Re: More than one UNIQUE key when matching items..

Ron Clarke <rclarkeai@xxxxxxxxx> · Mon, 22 Mar 2021 13:22:43 +0000

Hey thanks for working out a solution to this deceptive problem.   One of those you expect to be simple, but then all of a sudden it isn't.
Best regards
Ron

On Sat, 20 Mar 2021 at 19:01, Allan Kamau <kamauallan@xxxxxxxxx> wrote:

On Sat, Mar 20, 2021 at 6:52 PM Ron Clarke <rclarkeai@xxxxxxxxx> wrote:
/*I'm trying to port a system from SQL server, and at the same time better learn postgreSQL.

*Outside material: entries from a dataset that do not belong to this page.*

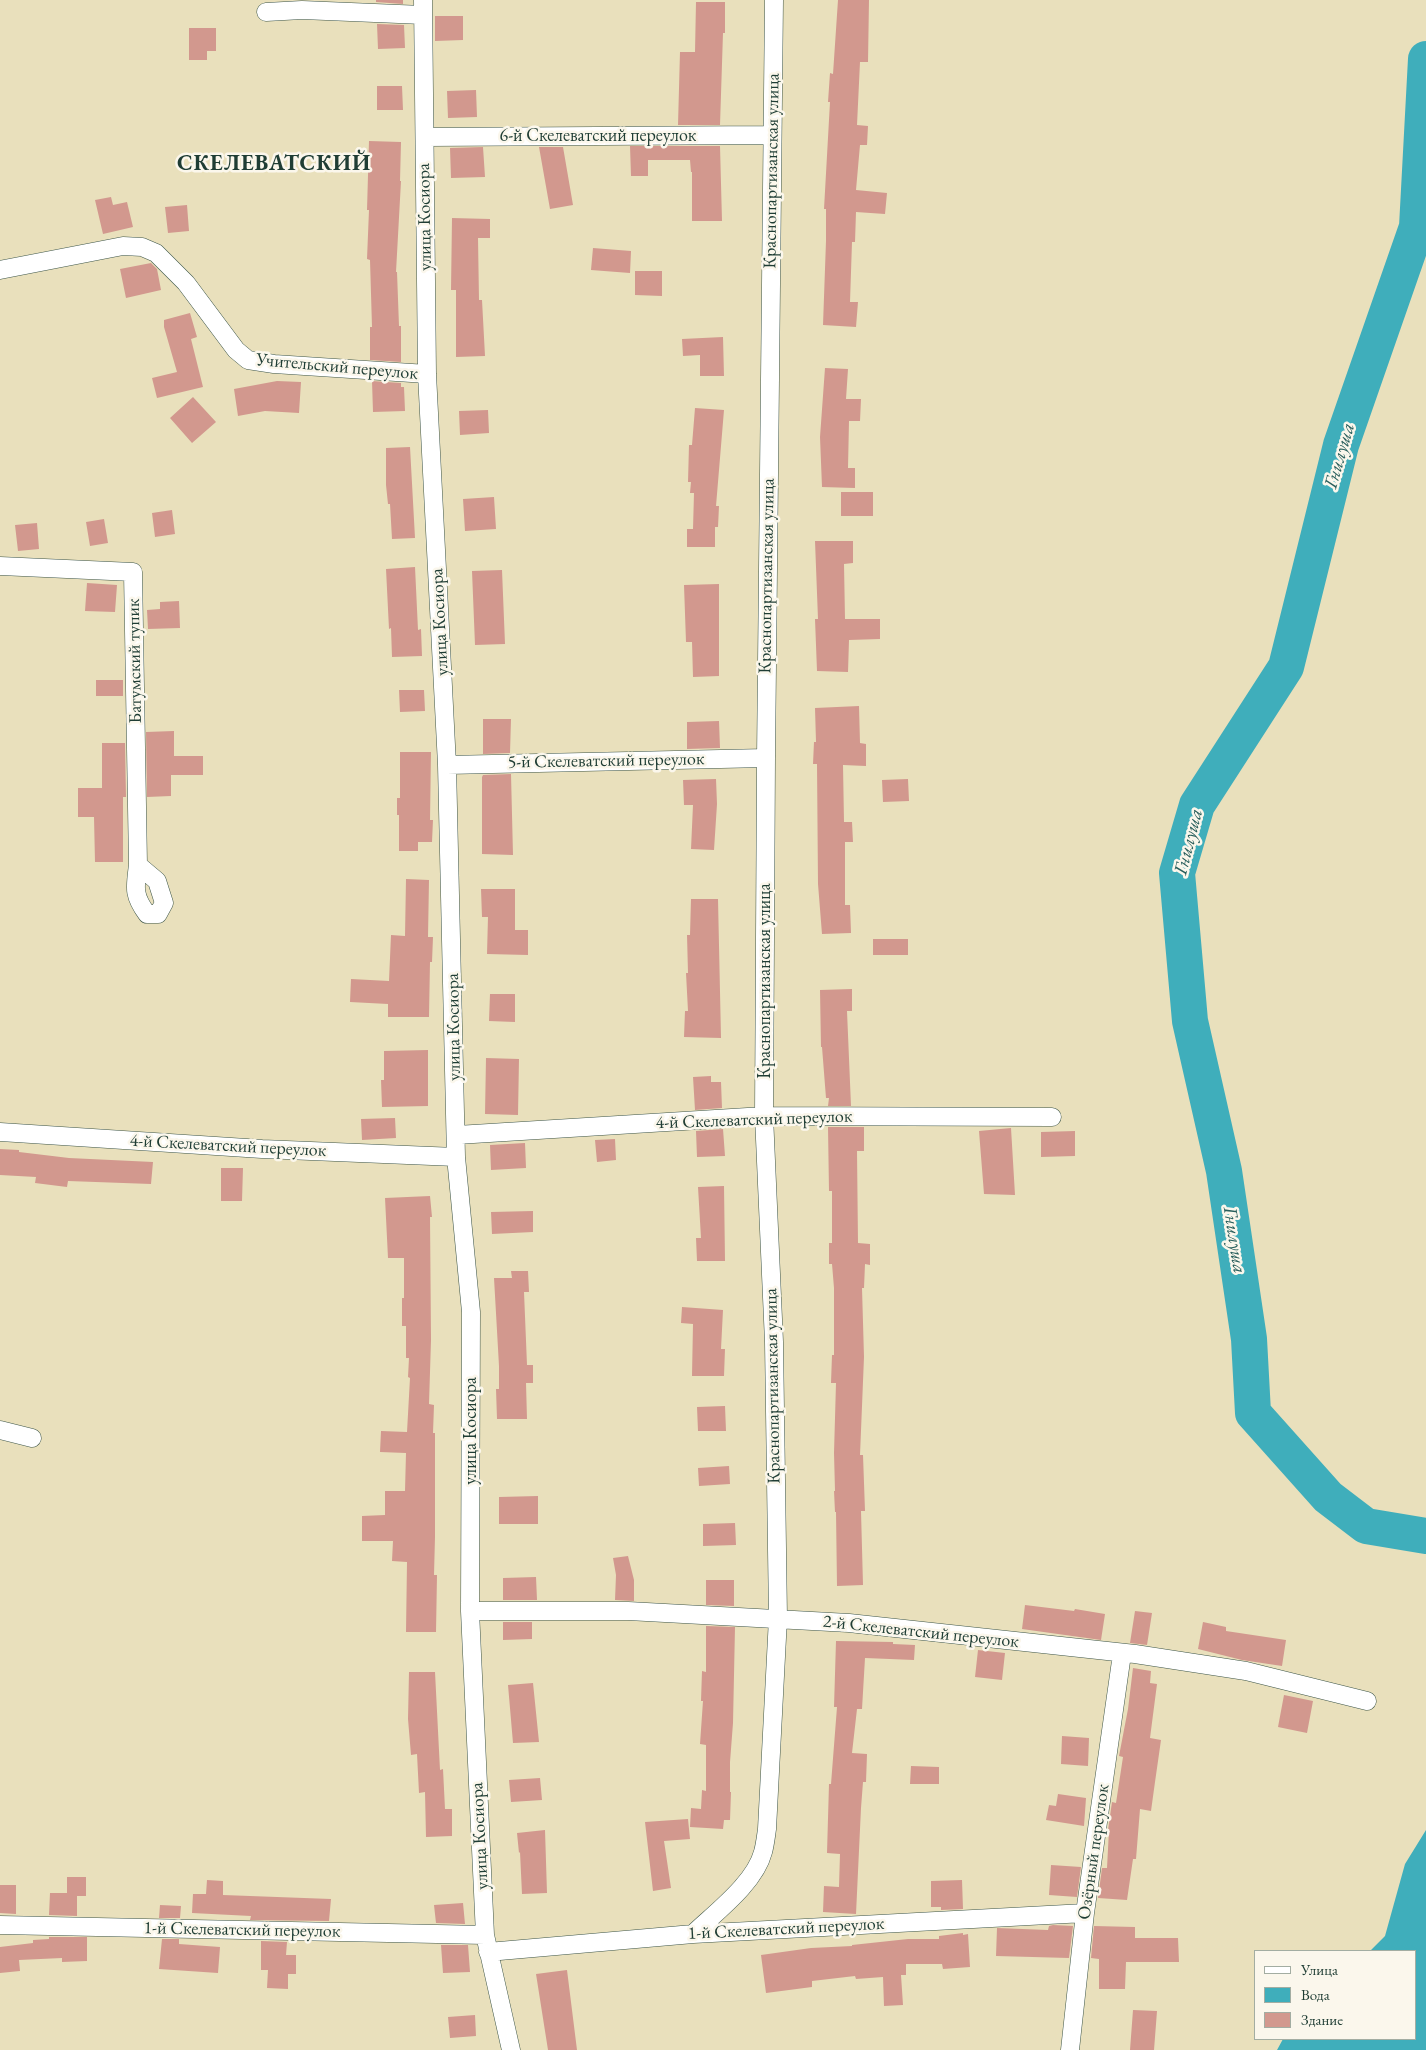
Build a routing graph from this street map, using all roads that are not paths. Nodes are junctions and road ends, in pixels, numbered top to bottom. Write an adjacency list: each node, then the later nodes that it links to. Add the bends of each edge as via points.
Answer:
1 (774, 0): 4 (street, Краснопартизанская улица)
2 (423, 8): 3 (street); 5 (street, улица Косиора)
3 (266, 12)
4 (772, 135): 5 (street, 6-й Скелеватский переулок); 9 (street, Краснопартизанская улица)
5 (425, 137): 7 (street, улица Косиора)
6 (0, 270): 7 (street, Учительский переулок, via 123,246 142,247 156,253 186,283 236,350 248,360)
7 (427, 374): 10 (street, улица Косиора)
8 (0, 566): 11 (street, Батумский тупик, via 133,572)
9 (766, 758): 10 (street, 5-й Скелеватский переулок); 12 (street, Краснопартизанская улица)
10 (447, 765): 15 (street, улица Косиора)
11 (138, 865): 11 (street, Батумский тупик, via 137,900 147,914 158,914 164,903 157,881)
12 (764, 1116): 13 (street, 4-й Скелеватский переулок); 15 (street, 4-й Скелеватский переулок); 20 (street, Краснопартизанская улица, via 774,1342)
13 (1052, 1117)
14 (0, 1132): 16 (street, 4-й Скелеватский переулок, via 262,1149)
15 (457, 1135): 16 (street, улица Косиора)
16 (456, 1156): 19 (street, улица Косиора, via 471,1312)
17 (0, 1430): 18 (street)
18 (32, 1438)
19 (470, 1611): 20 (street, 2-й Скелеватский переулок, via 628,1611); 26 (street, улица Косиора)
20 (778, 1618): 21 (street, 2-й Скелеватский переулок); 25 (street, Краснопартизанская улица, via 763,1853 743,1886)
21 (1122, 1654): 22 (street, 2-й Скелеватский переулок, via 1246,1671); 23 (street, Озёрный переулок)
22 (1367, 1701)
23 (1085, 1913): 25 (street, 1-й Скелеватский переулок); 28 (street, Озёрный переулок)
24 (0, 1925): 26 (street, 1-й Скелеватский переулок)
25 (693, 1934): 26 (street, 1-й Скелеватский переулок)
26 (486, 1944): 27 (street, улица Косиора)
27 (511, 2050)
28 (1070, 2050)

I've come across a problem that is easily solved in that world, but I am struggling to find an approach in postgres that works.

We have 2 sets of events A and B (sets), they have a shared number (ncode), both have unique Id's

We want to link items of set A to those of set B, but each item of each set can only be linked once.    That is we do not want to link all set 'A' items to all set 'B' Items with the same code.		  

	 In SQL Server this is easy, we insert the records into a temporary table with separate Unique indexes on the id for set a and the ids for set b and put the 'ignore_dup_key' on which tells SQL Server to ignore duplicate rows and carry on.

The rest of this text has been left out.